Set down a faithful copy of every record below, with no images.

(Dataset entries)
------------------------
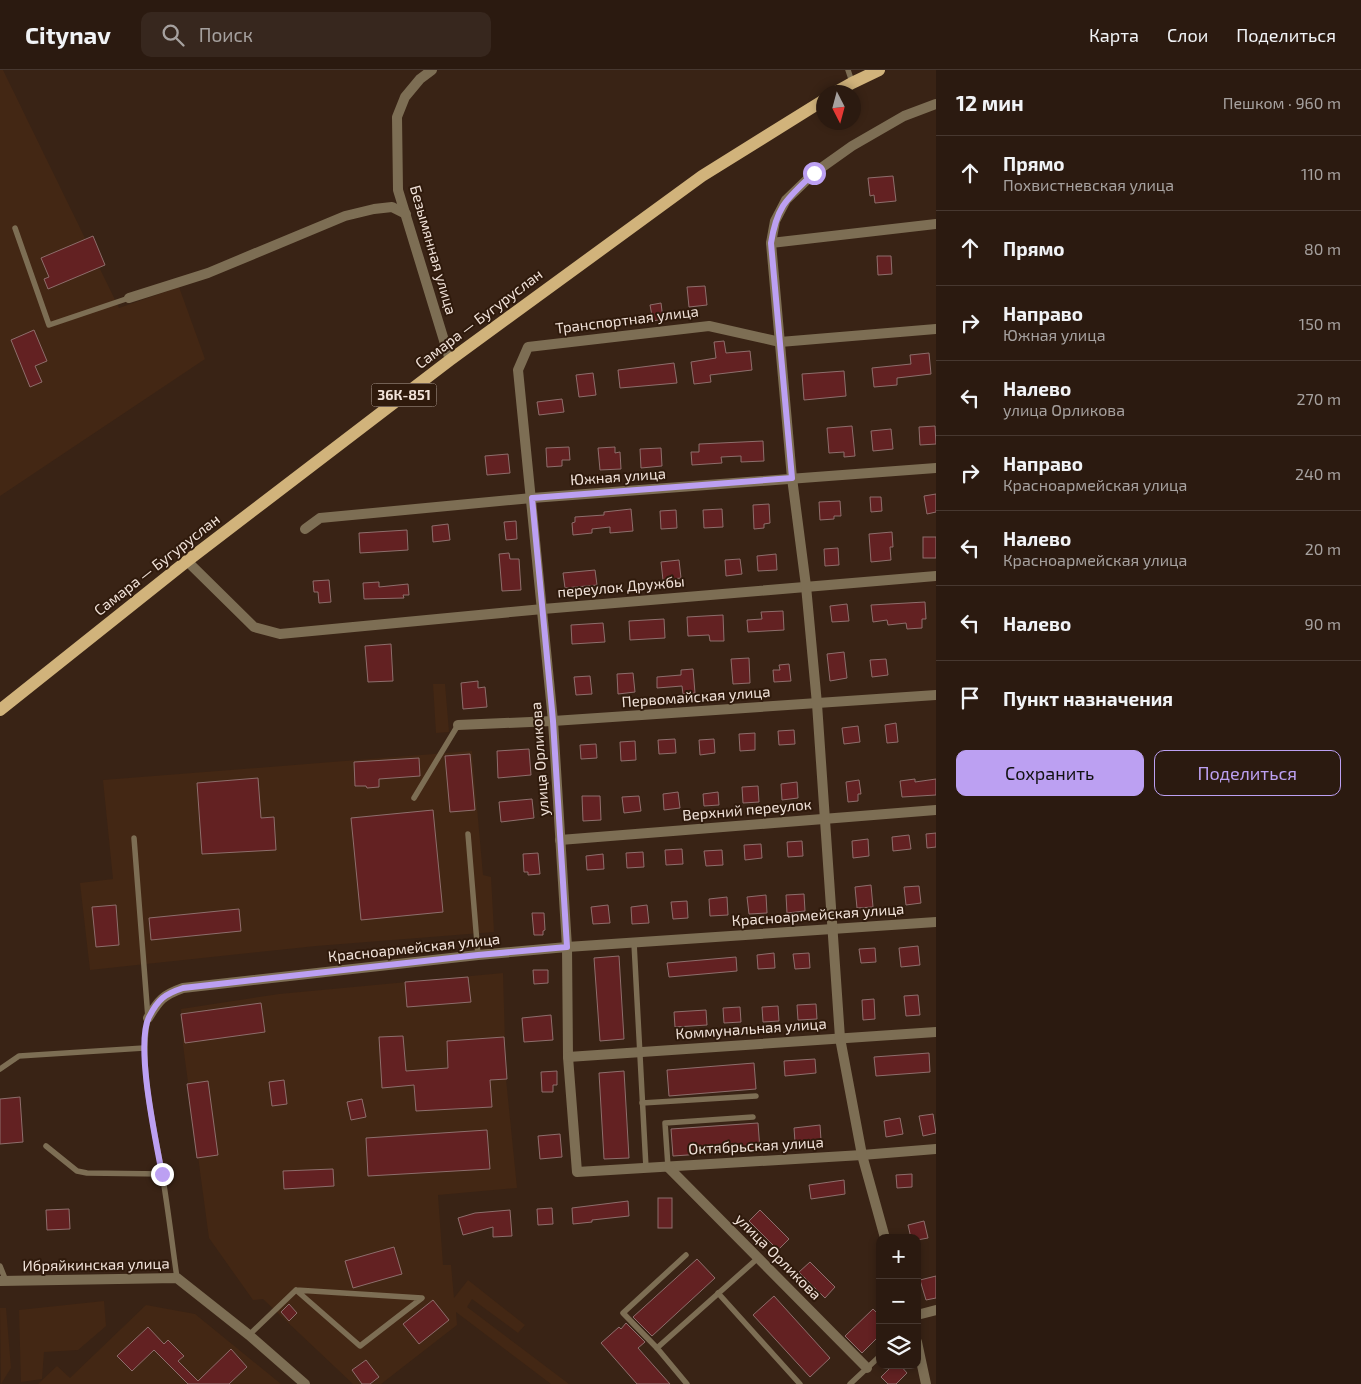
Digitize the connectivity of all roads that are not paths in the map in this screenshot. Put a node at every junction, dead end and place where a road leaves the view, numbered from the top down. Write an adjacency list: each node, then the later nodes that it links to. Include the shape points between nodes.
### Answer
1 (432, 70): 8 (street, Безымянная улица, via 405,97 397,117 398,190)
2 (848, 70): 4 (lane)
3 (879, 70): 4 (main road)
4 (852, 82): 5 (main road)
5 (847, 85)
6 (936, 104): 11 (street, via 904,116 814,173 786,200 775,221)
7 (816, 105): 16 (main road, Самара — Бугуруслан / 36К-851, via 702,176)
8 (406, 214): 12 (street, via 392,207 345,216 208,273); 16 (street, Безымянная улица)
9 (936, 224): 11 (street)
10 (15, 228): 12 (lane, via 49,325)
11 (771, 243): 14 (street)
12 (129, 298)
13 (936, 329): 14 (street, Транспортная улица)
14 (780, 342): 15 (street, Транспортная улица, via 709,326); 18 (street)
15 (528, 347): 19 (street, улица Орликова, via 518,370)
16 (450, 360): 21 (main road, Самара — Бугуруслан / 36К-851)
17 (936, 468): 18 (street, Южная улица)
18 (792, 478): 19 (street, Южная улица); 23 (street)
19 (532, 498): 20 (street, Южная улица, via 320,518); 24 (street, улица Орликова)
20 (305, 529)
21 (187, 561): 24 (street, переулок Дружбы, via 254,626 280,634); 27 (main road, Самара — Бугуруслан / 36К-851)
22 (936, 576): 23 (street, переулок Дружбы)
23 (806, 586): 24 (street, переулок Дружбы); 26 (street)
24 (543, 609): 28 (street, улица Орликова)
25 (936, 695): 26 (street, Первомайская улица)
26 (817, 704): 28 (street, Первомайская улица); 32 (street)
27 (0, 710)
28 (553, 721): 29 (street, Первомайская улица); 35 (street, улица Орликова)
29 (458, 725): 30 (lane)
30 (414, 798)
31 (936, 810): 32 (street, Верхний переулок)
32 (825, 818): 35 (street, Верхний переулок); 37 (street)
33 (468, 834): 40 (lane)
34 (134, 838): 41 (lane)
35 (560, 840): 39 (street, улица Орликова)
36 (936, 922): 37 (street, Красноармейская улица)
37 (834, 930): 38 (street, Красноармейская улица); 43 (street)
38 (634, 943): 39 (street, Красноармейская улица); 45 (lane)
39 (567, 947): 40 (street, Красноармейская улица); 46 (street, улица Орликова)
40 (478, 955): 41 (street, Красноармейская улица, via 183,988 168,993)
41 (148, 1018): 44 (lane)
42 (936, 1032): 43 (street, Коммунальная улица)
43 (840, 1038): 45 (street, Коммунальная улица); 53 (street)
44 (144, 1048): 47 (lane, via 19,1056); 57 (lane)
45 (640, 1052): 46 (street, Коммунальная улица); 49 (lane)
46 (568, 1057): 56 (street, улица Орликова)
47 (0, 1069)
48 (756, 1096): 49 (lane)
49 (642, 1104): 55 (lane)
50 (752, 1117): 54 (lane, via 665,1123)
51 (46, 1146): 57 (lane, via 78,1171)
52 (936, 1149): 53 (street, Октябрьская улица)
53 (862, 1155): 54 (street, Октябрьская улица); 58 (street)
54 (668, 1167): 55 (street, Октябрьская улица); 60 (street, улица Орликова)
55 (646, 1168): 56 (street, Октябрьская улица)
56 (577, 1172)
57 (162, 1174): 62 (lane)
58 (884, 1234)
59 (686, 1256): 69 (lane, via 623,1313)
60 (758, 1258): 65 (lane); 72 (street, улица Орликова)
61 (0, 1266): 63 (lane)
62 (176, 1278): 63 (street, Ибряйкинская улица); 68 (street, Ибряйкинская улица)
63 (3, 1281)
64 (296, 1290): 64 (lane, via 354,1294 422,1298 360,1346); 68 (lane)
65 (718, 1293): 69 (lane); 75 (lane)
66 (936, 1310): 67 (street)
67 (921, 1314)
68 (249, 1336): 73 (street, Ибряйкинская улица)
69 (656, 1348): 74 (lane)
70 (876, 1360): 72 (lane)
71 (921, 1361): 77 (street)
72 (867, 1368): 76 (lane)
73 (305, 1384)
74 (687, 1384)
75 (800, 1384)
76 (850, 1384)
77 (926, 1384)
------------------------
■ Solution
Digitize the connectivity of all roads that are not paths in the map in this screenshot. Put a node at every junction, dead end and place where a road leaves the view, numbered from the top down. Write an adjacency list: each node, then the later nodes that it links to. Include the shape points between nodes.
### Answer
1 (432, 70): 8 (street, Безымянная улица, via 405,97 397,117 398,190)
2 (848, 70): 4 (lane)
3 (879, 70): 4 (main road)
4 (852, 82): 5 (main road)
5 (847, 85)
6 (936, 104): 11 (street, via 904,116 814,173 786,200 775,221)
7 (816, 105): 16 (main road, Самара — Бугуруслан / 36К-851, via 702,176)
8 (406, 214): 12 (street, via 392,207 345,216 208,273); 16 (street, Безымянная улица)
9 (936, 224): 11 (street)
10 (15, 228): 12 (lane, via 49,325)
11 (771, 243): 14 (street)
12 (129, 298)
13 (936, 329): 14 (street, Транспортная улица)
14 (780, 342): 15 (street, Транспортная улица, via 709,326); 18 (street)
15 (528, 347): 19 (street, улица Орликова, via 518,370)
16 (450, 360): 21 (main road, Самара — Бугуруслан / 36К-851)
17 (936, 468): 18 (street, Южная улица)
18 (792, 478): 19 (street, Южная улица); 23 (street)
19 (532, 498): 20 (street, Южная улица, via 320,518); 24 (street, улица Орликова)
20 (305, 529)
21 (187, 561): 24 (street, переулок Дружбы, via 254,626 280,634); 27 (main road, Самара — Бугуруслан / 36К-851)
22 (936, 576): 23 (street, переулок Дружбы)
23 (806, 586): 24 (street, переулок Дружбы); 26 (street)
24 (543, 609): 28 (street, улица Орликова)
25 (936, 695): 26 (street, Первомайская улица)
26 (817, 704): 28 (street, Первомайская улица); 32 (street)
27 (0, 710)
28 (553, 721): 29 (street, Первомайская улица); 35 (street, улица Орликова)
29 (458, 725): 30 (lane)
30 (414, 798)
31 (936, 810): 32 (street, Верхний переулок)
32 (825, 818): 35 (street, Верхний переулок); 37 (street)
33 (468, 834): 40 (lane)
34 (134, 838): 41 (lane)
35 (560, 840): 39 (street, улица Орликова)
36 (936, 922): 37 (street, Красноармейская улица)
37 (834, 930): 38 (street, Красноармейская улица); 43 (street)
38 (634, 943): 39 (street, Красноармейская улица); 45 (lane)
39 (567, 947): 40 (street, Красноармейская улица); 46 (street, улица Орликова)
40 (478, 955): 41 (street, Красноармейская улица, via 183,988 168,993)
41 (148, 1018): 44 (lane)
42 (936, 1032): 43 (street, Коммунальная улица)
43 (840, 1038): 45 (street, Коммунальная улица); 53 (street)
44 (144, 1048): 47 (lane, via 19,1056); 57 (lane)
45 (640, 1052): 46 (street, Коммунальная улица); 49 (lane)
46 (568, 1057): 56 (street, улица Орликова)
47 (0, 1069)
48 (756, 1096): 49 (lane)
49 (642, 1104): 55 (lane)
50 (752, 1117): 54 (lane, via 665,1123)
51 (46, 1146): 57 (lane, via 78,1171)
52 (936, 1149): 53 (street, Октябрьская улица)
53 (862, 1155): 54 (street, Октябрьская улица); 58 (street)
54 (668, 1167): 55 (street, Октябрьская улица); 60 (street, улица Орликова)
55 (646, 1168): 56 (street, Октябрьская улица)
56 (577, 1172)
57 (162, 1174): 62 (lane)
58 (884, 1234)
59 (686, 1256): 69 (lane, via 623,1313)
60 (758, 1258): 65 (lane); 72 (street, улица Орликова)
61 (0, 1266): 63 (lane)
62 (176, 1278): 63 (street, Ибряйкинская улица); 68 (street, Ибряйкинская улица)
63 (3, 1281)
64 (296, 1290): 64 (lane, via 354,1294 422,1298 360,1346); 68 (lane)
65 (718, 1293): 69 (lane); 75 (lane)
66 (936, 1310): 67 (street)
67 (921, 1314)
68 (249, 1336): 73 (street, Ибряйкинская улица)
69 (656, 1348): 74 (lane)
70 (876, 1360): 72 (lane)
71 (921, 1361): 77 (street)
72 (867, 1368): 76 (lane)
73 (305, 1384)
74 (687, 1384)
75 (800, 1384)
76 (850, 1384)
77 (926, 1384)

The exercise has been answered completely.